By Merryn Somerset Webb | février 12, 2021
man holding phone showing stock market

Inquiet d’être un « no-coiner », comme ces milliards de personnes dans le monde méprisées par les partisans du bitcoin parce qu’elles ne détiennent aucune cryptomonnaie?

Si oui, j’ai de bonnes nouvelles pour vous. Vous n’avez plus besoin de vous inquiéter. Vous n’êtes probablement pas un « no-coiner ». En fait, vous êtes sans doute même un « hodler », terme qui, dans le jargon de la cryptomonnaie, désigne quelqu’un comme moi, qui détient des bitcoins à très long terme.

Par quel prodigieux miracle cela vous est-il arrivé? Par toute exposition passive (et active) que vous pourriez avoir au marché boursier américain. Imaginons que vous ayez investi dans le fonds iShares Core S&P 500 ETF. Son sixième plus grand titre est Tesla (1,84 % du portefeuille).

Tesla, dont je détiens moi-même des actions, a déclaré avoir investi 1,5 milliard de dollars dans le bitcoin le mois dernier. Cela fait de vous un « hodler ». Il en va de même pour pratiquement tous les FNB du marché américain. Tesla figure également au sixième rang du Vanguard Total Stock Market Index Fund, par exemple.

Je ne vous ai peut-être pas rassuré. Peut-être n’investissez-vous pas selon une approche nationale, mais préférez-vous l’international avec vos FNB. J’ai d’autres bonnes nouvelles. Vous n’avez rien raté. Il est fort à parier que ces FNB détiennent également des actions Tesla. C’est le cinquième titre du IShares MSCI World ETF, 1,12 % du fonds. Vous aussi êtes un « hodler ».

J’attire votre attention sur ce fait non seulement parce qu’il est quelque peu ironique que le « no-coiner » ait quasiment disparu du monde des investisseurs, mais parce que cela met en relief un éventuel problème : la surexposition des investisseurs mondiaux au marché américain et, par conséquent, à une poignée de géants technologiques.

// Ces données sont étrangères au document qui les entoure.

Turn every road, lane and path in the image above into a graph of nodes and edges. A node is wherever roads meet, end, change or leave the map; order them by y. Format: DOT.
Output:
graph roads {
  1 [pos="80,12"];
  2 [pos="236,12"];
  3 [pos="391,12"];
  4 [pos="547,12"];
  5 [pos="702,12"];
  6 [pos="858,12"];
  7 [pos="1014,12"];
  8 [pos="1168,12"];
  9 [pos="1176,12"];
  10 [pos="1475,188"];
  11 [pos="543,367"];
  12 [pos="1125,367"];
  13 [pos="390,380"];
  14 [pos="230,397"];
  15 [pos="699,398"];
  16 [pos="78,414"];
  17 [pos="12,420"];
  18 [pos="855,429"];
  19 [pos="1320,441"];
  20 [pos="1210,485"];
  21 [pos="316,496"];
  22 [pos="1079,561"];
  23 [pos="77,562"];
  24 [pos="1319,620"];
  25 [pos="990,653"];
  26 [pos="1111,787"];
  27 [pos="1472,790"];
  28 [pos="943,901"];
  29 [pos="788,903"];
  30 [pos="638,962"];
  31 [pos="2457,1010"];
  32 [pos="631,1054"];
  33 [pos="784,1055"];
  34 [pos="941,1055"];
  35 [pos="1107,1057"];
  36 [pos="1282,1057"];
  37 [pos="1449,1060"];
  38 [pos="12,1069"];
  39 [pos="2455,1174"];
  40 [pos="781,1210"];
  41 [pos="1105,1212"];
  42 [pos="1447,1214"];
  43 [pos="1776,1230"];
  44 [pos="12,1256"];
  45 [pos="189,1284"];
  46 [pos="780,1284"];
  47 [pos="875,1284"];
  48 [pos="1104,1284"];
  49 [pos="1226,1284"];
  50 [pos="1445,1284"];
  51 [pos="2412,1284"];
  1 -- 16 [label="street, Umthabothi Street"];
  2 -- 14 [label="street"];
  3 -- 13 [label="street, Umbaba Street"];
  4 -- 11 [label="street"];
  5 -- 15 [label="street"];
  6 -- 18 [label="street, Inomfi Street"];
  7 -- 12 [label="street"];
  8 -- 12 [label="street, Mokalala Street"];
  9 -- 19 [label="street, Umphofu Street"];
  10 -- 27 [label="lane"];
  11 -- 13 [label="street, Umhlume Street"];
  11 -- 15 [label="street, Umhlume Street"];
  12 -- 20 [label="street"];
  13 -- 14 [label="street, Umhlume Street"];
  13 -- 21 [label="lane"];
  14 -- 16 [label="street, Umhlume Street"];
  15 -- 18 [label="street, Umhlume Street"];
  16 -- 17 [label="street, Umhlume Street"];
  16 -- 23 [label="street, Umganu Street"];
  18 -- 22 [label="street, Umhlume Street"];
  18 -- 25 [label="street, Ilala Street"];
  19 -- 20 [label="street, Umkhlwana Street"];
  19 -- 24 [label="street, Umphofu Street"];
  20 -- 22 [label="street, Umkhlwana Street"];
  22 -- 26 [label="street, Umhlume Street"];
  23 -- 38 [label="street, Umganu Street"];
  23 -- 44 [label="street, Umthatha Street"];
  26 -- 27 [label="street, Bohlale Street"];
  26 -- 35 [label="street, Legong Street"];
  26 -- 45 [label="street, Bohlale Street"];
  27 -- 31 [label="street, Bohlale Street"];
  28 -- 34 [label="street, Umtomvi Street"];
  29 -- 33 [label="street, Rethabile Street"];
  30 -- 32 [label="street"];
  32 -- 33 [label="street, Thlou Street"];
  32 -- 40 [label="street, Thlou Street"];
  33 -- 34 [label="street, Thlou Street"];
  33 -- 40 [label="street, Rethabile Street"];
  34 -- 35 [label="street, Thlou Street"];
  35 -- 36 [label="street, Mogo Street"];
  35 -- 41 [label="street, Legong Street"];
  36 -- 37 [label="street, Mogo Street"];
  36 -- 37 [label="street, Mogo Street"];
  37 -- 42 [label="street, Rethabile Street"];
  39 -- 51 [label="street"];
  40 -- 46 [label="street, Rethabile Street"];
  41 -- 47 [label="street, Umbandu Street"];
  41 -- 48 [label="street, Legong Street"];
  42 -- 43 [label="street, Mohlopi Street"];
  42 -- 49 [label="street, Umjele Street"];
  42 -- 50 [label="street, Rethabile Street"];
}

Si vous détenez des parts dans le fonds iShares Core S&P 500 ETF que je mentionnais plus haut, 23,9 % de votre argent réside dans six actions : Apple, Microsoft, Amazon, Facebook, Tesla et la société mère de Google, Alphabet. Prenez un FNB mondial, disons MSCI World ETF, investi à 60 % aux États-Unis, et les six premiers titres seront exactement les mêmes. Ils constituent 15 % du fonds.

C’est complètement logique à bien des égards. Face à la faible croissance qui a marqué les dernières années, la croissance qu’offrent ces sociétés (en particulier avec le vent arrière de la pandémie) a bien évidemment été très profitable et s’est reflétée dans la valeur du cours.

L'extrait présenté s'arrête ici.